● **Exercise details**
Filter these records by the string "ซอยประชาสงเคราห", copying each line that holds it.

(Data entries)
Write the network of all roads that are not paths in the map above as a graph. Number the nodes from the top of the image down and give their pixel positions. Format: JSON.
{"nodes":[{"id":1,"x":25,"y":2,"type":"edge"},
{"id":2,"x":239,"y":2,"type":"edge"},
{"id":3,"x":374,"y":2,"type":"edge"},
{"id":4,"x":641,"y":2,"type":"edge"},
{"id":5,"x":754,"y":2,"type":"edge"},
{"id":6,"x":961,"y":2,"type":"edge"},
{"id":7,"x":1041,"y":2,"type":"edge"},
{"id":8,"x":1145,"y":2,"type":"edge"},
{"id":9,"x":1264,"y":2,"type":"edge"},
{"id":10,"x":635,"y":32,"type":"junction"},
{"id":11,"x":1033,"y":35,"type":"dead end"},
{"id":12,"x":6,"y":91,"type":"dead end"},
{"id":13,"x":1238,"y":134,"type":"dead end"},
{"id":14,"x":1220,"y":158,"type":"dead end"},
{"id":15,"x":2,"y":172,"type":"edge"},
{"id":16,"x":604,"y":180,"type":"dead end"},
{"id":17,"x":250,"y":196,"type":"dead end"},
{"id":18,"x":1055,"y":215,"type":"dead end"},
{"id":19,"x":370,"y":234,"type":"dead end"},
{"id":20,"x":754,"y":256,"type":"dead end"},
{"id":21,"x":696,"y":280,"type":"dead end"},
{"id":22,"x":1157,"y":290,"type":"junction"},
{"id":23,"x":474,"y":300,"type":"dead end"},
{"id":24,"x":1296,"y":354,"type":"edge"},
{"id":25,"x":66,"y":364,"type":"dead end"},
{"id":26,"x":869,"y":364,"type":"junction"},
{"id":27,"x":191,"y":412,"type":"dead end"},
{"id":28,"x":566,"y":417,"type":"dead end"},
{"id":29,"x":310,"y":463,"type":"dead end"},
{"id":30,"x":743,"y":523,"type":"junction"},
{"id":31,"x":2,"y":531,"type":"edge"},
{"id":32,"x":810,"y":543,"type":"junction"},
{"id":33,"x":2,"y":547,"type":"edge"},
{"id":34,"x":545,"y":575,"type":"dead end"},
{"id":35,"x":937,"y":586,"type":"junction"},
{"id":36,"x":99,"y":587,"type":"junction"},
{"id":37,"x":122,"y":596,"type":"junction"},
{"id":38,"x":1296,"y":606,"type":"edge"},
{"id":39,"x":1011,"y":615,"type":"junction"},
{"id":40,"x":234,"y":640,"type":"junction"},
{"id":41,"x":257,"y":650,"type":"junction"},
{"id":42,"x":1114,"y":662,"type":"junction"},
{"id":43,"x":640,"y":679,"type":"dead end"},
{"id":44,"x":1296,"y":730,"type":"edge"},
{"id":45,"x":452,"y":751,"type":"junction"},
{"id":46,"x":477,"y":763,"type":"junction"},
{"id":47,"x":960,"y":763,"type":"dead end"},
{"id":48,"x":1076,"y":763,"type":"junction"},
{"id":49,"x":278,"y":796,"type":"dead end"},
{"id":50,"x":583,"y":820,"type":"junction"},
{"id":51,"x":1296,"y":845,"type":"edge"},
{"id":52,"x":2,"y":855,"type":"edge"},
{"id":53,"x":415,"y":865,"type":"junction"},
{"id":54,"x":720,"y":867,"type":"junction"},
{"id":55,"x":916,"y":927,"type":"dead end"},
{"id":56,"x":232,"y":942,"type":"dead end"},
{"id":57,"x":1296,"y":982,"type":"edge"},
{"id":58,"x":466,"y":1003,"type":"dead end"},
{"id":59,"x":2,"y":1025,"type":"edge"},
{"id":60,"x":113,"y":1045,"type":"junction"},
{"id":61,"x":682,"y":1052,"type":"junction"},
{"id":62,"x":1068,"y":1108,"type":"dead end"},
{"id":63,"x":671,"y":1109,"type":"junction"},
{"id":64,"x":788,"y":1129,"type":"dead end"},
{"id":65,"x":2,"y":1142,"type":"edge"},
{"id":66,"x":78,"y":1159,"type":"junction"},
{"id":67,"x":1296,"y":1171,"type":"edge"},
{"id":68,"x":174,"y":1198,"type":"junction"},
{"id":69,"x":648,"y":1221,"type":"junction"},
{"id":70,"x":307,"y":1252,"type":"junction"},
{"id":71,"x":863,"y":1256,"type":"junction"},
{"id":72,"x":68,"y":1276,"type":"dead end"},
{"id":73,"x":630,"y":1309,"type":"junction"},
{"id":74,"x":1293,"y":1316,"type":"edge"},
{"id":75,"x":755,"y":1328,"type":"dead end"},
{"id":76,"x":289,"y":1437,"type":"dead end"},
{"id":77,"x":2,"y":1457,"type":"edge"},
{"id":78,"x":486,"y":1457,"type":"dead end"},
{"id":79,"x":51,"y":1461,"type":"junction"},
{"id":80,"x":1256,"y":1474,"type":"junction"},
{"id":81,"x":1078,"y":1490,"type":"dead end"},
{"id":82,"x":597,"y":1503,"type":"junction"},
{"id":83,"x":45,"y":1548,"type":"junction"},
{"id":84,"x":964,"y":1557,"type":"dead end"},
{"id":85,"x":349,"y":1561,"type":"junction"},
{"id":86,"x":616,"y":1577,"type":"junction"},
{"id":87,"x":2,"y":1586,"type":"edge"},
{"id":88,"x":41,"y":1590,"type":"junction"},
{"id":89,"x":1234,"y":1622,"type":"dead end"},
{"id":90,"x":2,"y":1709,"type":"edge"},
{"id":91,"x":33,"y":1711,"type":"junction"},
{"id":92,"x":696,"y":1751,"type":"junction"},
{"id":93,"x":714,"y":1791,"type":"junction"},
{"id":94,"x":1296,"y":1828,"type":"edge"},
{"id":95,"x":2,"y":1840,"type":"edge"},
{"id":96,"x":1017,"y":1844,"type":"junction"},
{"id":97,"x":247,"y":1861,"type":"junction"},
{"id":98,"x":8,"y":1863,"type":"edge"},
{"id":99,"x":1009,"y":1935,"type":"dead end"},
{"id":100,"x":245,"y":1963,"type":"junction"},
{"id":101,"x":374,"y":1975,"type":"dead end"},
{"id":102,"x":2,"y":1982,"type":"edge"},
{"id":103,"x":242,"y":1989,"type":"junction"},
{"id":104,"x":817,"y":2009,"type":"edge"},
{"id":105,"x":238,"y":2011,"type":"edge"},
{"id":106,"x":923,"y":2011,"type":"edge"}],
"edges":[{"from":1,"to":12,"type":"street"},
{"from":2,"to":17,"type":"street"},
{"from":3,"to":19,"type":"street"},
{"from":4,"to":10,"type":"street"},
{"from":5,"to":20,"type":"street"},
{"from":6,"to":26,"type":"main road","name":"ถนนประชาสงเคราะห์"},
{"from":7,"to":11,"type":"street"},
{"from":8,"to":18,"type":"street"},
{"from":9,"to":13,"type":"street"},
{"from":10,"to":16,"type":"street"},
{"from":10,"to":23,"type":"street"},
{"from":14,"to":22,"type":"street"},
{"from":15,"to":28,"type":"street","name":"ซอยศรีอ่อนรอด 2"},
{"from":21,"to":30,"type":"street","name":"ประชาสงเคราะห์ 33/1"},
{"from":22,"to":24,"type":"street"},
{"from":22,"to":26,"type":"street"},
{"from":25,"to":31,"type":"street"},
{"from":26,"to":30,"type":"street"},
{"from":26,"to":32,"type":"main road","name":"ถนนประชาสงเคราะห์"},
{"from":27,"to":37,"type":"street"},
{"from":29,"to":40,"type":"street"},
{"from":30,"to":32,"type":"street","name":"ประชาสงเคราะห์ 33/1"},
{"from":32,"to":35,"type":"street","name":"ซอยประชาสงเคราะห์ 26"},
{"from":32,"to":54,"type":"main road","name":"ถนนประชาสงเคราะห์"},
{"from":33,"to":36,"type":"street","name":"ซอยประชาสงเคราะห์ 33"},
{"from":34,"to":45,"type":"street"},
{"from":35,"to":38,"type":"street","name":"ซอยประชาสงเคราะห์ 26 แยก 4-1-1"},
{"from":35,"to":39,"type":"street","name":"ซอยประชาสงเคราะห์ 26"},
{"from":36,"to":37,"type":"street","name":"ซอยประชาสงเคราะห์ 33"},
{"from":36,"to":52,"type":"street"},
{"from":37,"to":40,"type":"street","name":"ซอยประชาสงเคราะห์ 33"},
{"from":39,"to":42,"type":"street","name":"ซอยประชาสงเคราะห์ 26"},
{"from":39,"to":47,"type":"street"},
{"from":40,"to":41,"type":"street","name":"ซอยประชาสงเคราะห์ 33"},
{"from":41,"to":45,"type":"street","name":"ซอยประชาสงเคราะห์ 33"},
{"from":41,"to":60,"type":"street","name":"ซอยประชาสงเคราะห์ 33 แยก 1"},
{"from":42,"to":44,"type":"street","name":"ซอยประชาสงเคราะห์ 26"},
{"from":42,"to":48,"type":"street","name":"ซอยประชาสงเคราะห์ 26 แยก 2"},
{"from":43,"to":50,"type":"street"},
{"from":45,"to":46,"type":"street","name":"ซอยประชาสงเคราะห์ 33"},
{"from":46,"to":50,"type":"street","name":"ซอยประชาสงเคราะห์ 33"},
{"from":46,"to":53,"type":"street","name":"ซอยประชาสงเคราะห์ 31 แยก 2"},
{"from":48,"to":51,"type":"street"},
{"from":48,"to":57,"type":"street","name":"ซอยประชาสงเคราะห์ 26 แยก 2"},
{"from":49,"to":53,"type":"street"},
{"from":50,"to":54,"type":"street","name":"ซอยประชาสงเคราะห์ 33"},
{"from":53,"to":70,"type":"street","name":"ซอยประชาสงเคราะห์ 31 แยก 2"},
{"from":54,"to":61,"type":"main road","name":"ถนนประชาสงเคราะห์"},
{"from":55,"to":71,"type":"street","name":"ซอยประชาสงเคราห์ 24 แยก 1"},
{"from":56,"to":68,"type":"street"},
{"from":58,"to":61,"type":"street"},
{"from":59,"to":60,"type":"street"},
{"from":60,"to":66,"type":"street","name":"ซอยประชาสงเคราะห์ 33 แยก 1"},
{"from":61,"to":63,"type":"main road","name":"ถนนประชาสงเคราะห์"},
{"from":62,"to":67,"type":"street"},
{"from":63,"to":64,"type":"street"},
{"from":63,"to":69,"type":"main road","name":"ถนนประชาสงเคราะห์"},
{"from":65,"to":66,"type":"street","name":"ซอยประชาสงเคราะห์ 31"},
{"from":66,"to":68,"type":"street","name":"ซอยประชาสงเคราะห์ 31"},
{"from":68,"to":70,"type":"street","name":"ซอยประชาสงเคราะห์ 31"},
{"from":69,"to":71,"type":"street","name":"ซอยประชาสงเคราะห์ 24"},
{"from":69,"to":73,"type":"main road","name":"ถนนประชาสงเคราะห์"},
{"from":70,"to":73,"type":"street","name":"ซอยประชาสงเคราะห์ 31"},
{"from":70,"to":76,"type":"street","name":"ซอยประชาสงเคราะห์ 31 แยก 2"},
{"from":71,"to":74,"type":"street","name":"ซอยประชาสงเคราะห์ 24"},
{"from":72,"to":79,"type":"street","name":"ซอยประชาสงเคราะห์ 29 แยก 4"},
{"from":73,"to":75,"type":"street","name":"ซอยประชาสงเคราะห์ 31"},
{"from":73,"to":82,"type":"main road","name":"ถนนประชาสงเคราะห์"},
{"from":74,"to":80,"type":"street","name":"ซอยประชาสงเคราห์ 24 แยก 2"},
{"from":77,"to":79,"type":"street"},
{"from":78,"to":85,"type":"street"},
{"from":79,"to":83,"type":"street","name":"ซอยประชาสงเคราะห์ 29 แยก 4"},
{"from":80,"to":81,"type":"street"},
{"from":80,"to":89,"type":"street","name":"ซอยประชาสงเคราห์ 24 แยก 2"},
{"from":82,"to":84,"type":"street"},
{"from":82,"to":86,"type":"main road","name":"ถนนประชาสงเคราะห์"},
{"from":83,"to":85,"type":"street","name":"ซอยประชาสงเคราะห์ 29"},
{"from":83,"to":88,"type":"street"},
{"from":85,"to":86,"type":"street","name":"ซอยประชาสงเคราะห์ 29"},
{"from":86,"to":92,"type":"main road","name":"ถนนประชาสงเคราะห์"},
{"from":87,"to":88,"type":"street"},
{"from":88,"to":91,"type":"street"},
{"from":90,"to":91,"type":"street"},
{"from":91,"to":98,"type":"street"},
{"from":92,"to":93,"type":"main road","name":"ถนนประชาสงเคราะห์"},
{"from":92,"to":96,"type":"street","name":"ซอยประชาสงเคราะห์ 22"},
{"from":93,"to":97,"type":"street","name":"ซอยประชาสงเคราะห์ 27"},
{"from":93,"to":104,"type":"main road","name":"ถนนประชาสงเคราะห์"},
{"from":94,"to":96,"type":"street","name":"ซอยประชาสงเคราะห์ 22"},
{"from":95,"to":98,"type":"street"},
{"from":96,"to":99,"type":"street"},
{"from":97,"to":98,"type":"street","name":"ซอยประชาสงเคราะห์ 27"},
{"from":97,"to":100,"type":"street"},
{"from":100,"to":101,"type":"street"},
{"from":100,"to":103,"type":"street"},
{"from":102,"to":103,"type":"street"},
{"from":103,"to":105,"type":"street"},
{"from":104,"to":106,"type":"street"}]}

● **Task answer**
{"from":55,"to":71,"type":"street","name":"ซอยประชาสงเคราห์ 24 แยก 1"},
{"from":74,"to":80,"type":"street","name":"ซอยประชาสงเคราห์ 24 แยก 2"},
{"from":80,"to":89,"type":"street","name":"ซอยประชาสงเคราห์ 24 แยก 2"},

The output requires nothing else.